First I would not call this problem a circular problem as that term has specific meaning in modeling and it does not really apply here.

Rather you can think about this as a version of a multiplier. For example, consider standard concept of money multiplier. In fractional reserve system if a central bank issues 100€ and reserve ratio is 10% then the original 100€ gets deposited 10€ is kept and 90€ lent which is then again deposited ad infinitum. So you might get puzzled here and think that the original 100€ creates infinite money but that would be incorrect as sum of infinite addition can be still finite. In this case even with infinite banks the original 100€ would crate only max $100(1/0.10)=1000€$.

How this applies here? Well here again even though higher interest rate makes person poorer and hence riskier leading to even higher interest rate it does not necessary make the person twice as riskier.
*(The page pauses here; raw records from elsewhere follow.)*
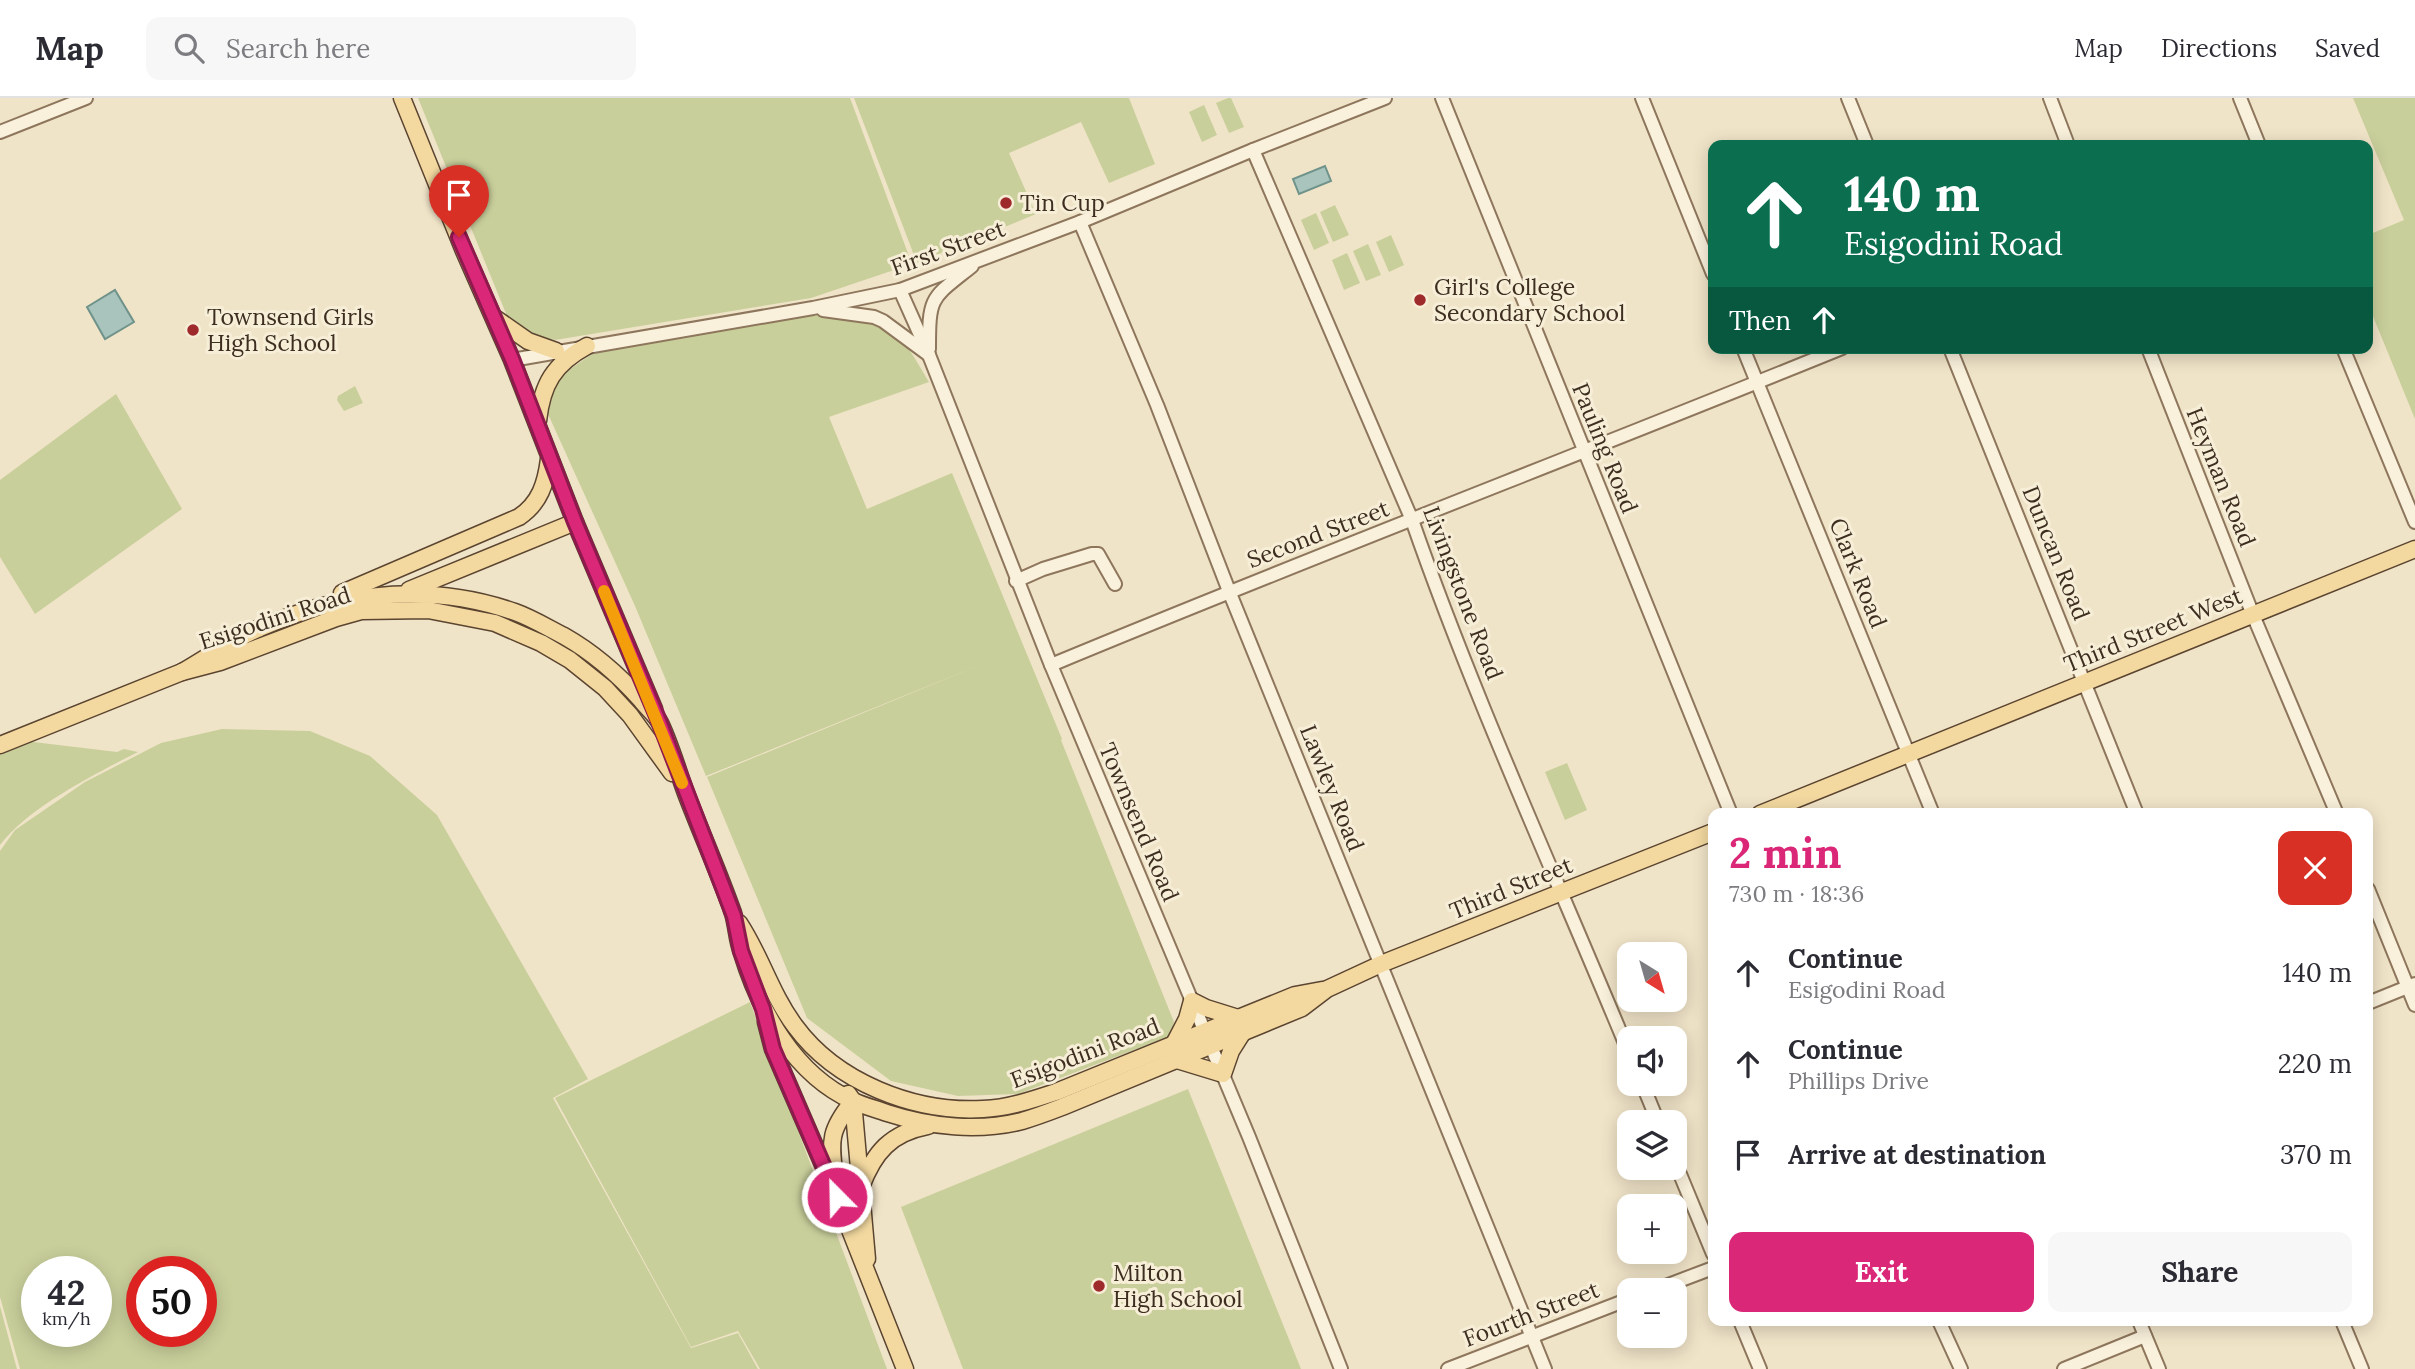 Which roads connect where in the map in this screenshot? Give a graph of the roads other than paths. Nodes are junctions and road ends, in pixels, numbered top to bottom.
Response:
1 (86, 98) edge
2 (402, 98) edge
3 (1385, 98) edge
4 (1442, 98) edge
5 (1642, 98) edge
6 (1848, 98) edge
7 (2050, 98) edge
8 (2240, 98) edge
9 (0, 132) edge
10 (1865, 140) edge
11 (2066, 140) edge
12 (2257, 140) edge
13 (1253, 150) junction
14 (1080, 222) junction
15 (980, 260) junction
16 (1708, 262) edge
17 (900, 290) junction
18 (813, 308) junction
19 (494, 317) junction
20 (587, 346) junction
21 (556, 351) junction
22 (1745, 354) edge
23 (1827, 354) edge
24 (1952, 354) edge
25 (2150, 354) edge
26 (2345, 354) edge
27 (929, 355) junction
28 (512, 359) junction
29 (1757, 383) junction
30 (538, 423) junction
31 (1584, 451) junction
32 (550, 454) junction
33 (1412, 520) junction
34 (575, 522) junction
35 (2415, 522) edge
36 (2415, 549) edge
37 (1016, 581) junction
38 (1115, 584) dead end
39 (1230, 590) junction
40 (401, 594) junction
41 (361, 611) junction
42 (2253, 615) junction
43 (259, 628) junction
44 (1051, 665) junction
45 (183, 672) junction
46 (2085, 681) junction
47 (659, 721) junction
48 (0, 745) edge
49 (1909, 754) junction
50 (687, 796) junction
51 (1729, 808) edge
52 (1775, 808) edge
53 (1931, 808) edge
54 (2135, 808) edge
55 (2334, 808) edge
56 (1708, 834) edge
57 (1562, 893) junction
58 (2373, 900) edge
59 (734, 916) junction
60 (1381, 964) junction
61 (2411, 986) edge
62 (1192, 1001) junction
63 (2373, 1001) edge
64 (2415, 1005) edge
65 (763, 1009) junction
66 (1240, 1025) junction
67 (1618, 1026) edge
68 (796, 1027) junction
69 (1207, 1039) junction
70 (1175, 1052) junction
71 (1223, 1074) junction
72 (853, 1101) junction
73 (945, 1108) junction
74 (937, 1125) junction
75 (1682, 1180) edge
76 (860, 1190) junction
77 (837, 1197) junction
78 (1708, 1242) edge
79 (1708, 1270) edge
80 (869, 1278) junction
81 (1687, 1278) edge
82 (1617, 1304) edge
83 (1742, 1326) edge
84 (1941, 1326) edge
85 (2141, 1326) edge
86 (2344, 1326) edge
87 (1532, 1336) junction
88 (2145, 1336) junction
89 (905, 1369) edge
90 (1341, 1369) edge
91 (1448, 1369) edge
92 (1545, 1369) edge
93 (1760, 1369) edge
94 (1961, 1369) edge
95 (2064, 1369) edge
96 (2159, 1369) edge
97 (2362, 1369) edge

1 - 9 street
2 - 19 main road
3 - 13 street, First Street
4 - 31 street, Pauling Road
5 - 16 street
6 - 10 street
7 - 11 street
8 - 12 street
13 - 14 street, First Street
13 - 33 street, Livingstone Road
14 - 15 street, First Street
14 - 39 street, Lawley Road
15 - 17 street, First Street
15 - 27 street
17 - 18 street, First Street
17 - 27 street, Townsend Road
18 - 20 street, First Street
18 - 27 street
19 - 21 main road
19 - 28 main road
20 - 21 street, First Street
20 - 30 main road
21 - 28 street, First Street
22 - 29 street, Clark Road
23 - 29 street, Second Street
24 - 46 street, Duncan Road
25 - 42 street, Heyman Road
26 - 35 street
27 - 37 street, Townsend Road
28 - 30 main road
29 - 31 street, Second Street
29 - 49 street, Clark Road
30 - 32 main road
31 - 33 street, Second Street
31 - 51 street, Pauling Road
32 - 34 main road
32 - 43 main road
33 - 39 street, Second Street
33 - 57 street, Livingstone Road
34 - 40 main road
34 - 47 main road
36 - 42 main road, Third Street West
37 - 38 street
37 - 44 street, Townsend Road
39 - 44 street, Second Street
39 - 60 street, Lawley Road
40 - 41 main road
40 - 43 main road, Esigodini Road
40 - 47 main road, Esigodini Road
41 - 45 main road, Esigodini Road
41 - 50 main road, Esigodini Road
42 - 46 main road, Third Street West
42 - 55 street, Heyman Road
43 - 45 main road, Esigodini Road
44 - 62 street, Townsend Road
45 - 48 main road, Esigodini Road
46 - 49 main road, Third Street West
46 - 54 street, Duncan Road
47 - 50 main road, Esigodini Road
49 - 52 main road
49 - 53 street, Clark Road
50 - 59 main road, Esigodini Road
56 - 57 main road, Third Street
57 - 60 main road, Third Street
57 - 67 street, Livingstone Road
58 - 61 street
59 - 65 main road, Esigodini Road
59 - 68 main road, Esigodini Road
60 - 66 main road, Third Street
60 - 87 street, Lawley Road
61 - 63 street
61 - 64 street
62 - 66 main road
62 - 69 street, Townsend Road
62 - 70 main road
65 - 72 main road, Esigodini Road
65 - 77 main road
66 - 69 main road, Third Street
66 - 71 main road
68 - 72 main road
68 - 73 main road, Esigodini Road
69 - 70 main road, Esigodini Road
69 - 71 street, Townsend Road
70 - 71 main road
70 - 73 main road, Esigodini Road
70 - 74 main road, Esigodini Road
71 - 90 street, Townsend Road
72 - 73 main road
72 - 74 main road, Esigodini Road
72 - 76 main road
72 - 77 main road
74 - 76 main road
75 - 78 street
76 - 80 main road
77 - 80 main road
79 - 81 street
80 - 89 main road
82 - 87 street, Fourth Street
83 - 93 street
84 - 94 street
85 - 88 street
86 - 97 street
87 - 91 street, Fourth Street
87 - 92 street, Lawley Road
88 - 95 street
88 - 96 street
Assuming for simplicity proportional relationship between riskiness and interest rate (relaxing this would not change the intuition) as long as the total effect of this increase measured as a fraction is less then 1 then the problem will converge to some final interest rate $r$ at which it would be possible to lend money to the poor person. If the fraction would be above 1 the series would be divergent meaning the optimum interest rate would be infinity and in that case bank would simply not lend money to this poor person.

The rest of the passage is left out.